I WOKE UP DISLIKING MYSELF.

I was going to say, “hating” but that sounds grandiloquent, as if there was something massive, majestic, in the weight of who I have been.

No such luck.

Gravity was not holding me down in the bed.

No.

Nor the thought of those perfect round twin globes of yours.

Above, below.

I have been watching the energy level drop lately, the bounce of electrons, so that it’s hard to roll out of the sheets and rise up. Science tells us that this may be a general phenomenon. It’s not just me. It means the critical mass has dissipated further, passed out of the universe, space, in a loss of gravity that is accelerating our expansion towards nothing, absolutely nothing—Einstein’s “Cosmological constant” which became his nightmare.

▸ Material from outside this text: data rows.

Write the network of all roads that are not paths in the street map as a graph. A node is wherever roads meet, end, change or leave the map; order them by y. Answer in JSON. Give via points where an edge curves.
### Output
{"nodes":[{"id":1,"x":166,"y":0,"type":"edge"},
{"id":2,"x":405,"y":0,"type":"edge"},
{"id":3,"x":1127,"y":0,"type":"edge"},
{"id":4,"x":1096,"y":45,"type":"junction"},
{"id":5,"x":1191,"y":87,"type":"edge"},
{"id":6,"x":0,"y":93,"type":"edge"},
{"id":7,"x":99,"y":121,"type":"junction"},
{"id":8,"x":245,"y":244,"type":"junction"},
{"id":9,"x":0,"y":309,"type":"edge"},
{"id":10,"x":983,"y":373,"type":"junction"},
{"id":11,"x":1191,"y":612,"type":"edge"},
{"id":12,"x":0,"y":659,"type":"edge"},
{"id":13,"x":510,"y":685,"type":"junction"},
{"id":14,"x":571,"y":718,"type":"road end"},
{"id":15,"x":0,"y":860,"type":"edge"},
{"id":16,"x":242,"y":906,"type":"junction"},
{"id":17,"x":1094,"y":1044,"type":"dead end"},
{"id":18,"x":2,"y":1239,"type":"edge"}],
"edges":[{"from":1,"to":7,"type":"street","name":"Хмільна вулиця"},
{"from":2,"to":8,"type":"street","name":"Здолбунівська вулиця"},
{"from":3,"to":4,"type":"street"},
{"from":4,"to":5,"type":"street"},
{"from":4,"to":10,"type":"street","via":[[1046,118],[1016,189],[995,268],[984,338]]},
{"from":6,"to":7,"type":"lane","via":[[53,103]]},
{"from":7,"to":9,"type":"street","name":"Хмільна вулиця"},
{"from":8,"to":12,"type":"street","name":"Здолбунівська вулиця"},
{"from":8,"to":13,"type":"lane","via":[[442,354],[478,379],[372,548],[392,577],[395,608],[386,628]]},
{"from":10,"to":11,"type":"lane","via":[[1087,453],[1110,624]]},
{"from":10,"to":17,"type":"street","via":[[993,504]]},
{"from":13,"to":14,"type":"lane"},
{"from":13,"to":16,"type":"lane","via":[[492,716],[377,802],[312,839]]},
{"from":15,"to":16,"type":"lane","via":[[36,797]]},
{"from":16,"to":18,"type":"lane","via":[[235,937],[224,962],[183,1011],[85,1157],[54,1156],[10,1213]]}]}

We aren’t made of much anyhow it seems. More of that later, but the statistics shows that everything we know about and identify as “matter,” every bit, is only a possible paltry five percent of the universe. And this together with all manner of whatever else makes up everything we know for sure of, or can postulate with any assurance might exist, according to the physicists, is rushing. It can’t get away from itself fast enough, every moment faster and faster through the vast space of the galaxies. Yes, the negligible five percent of the universe that Science in the year 2004 thought we were made up of (who knows what the future will bring?) together with the rest of all of space and time’s normal matter; protons, neutrons, electrons, our bodies, minds, thoughts; everything we can touch and feel—sand, rock, water, the swell of your belly (no matter how much I want to stop and stroke it) was expanding faster and faster like the skin of a repulsive balloon into emptiness from which there is no return.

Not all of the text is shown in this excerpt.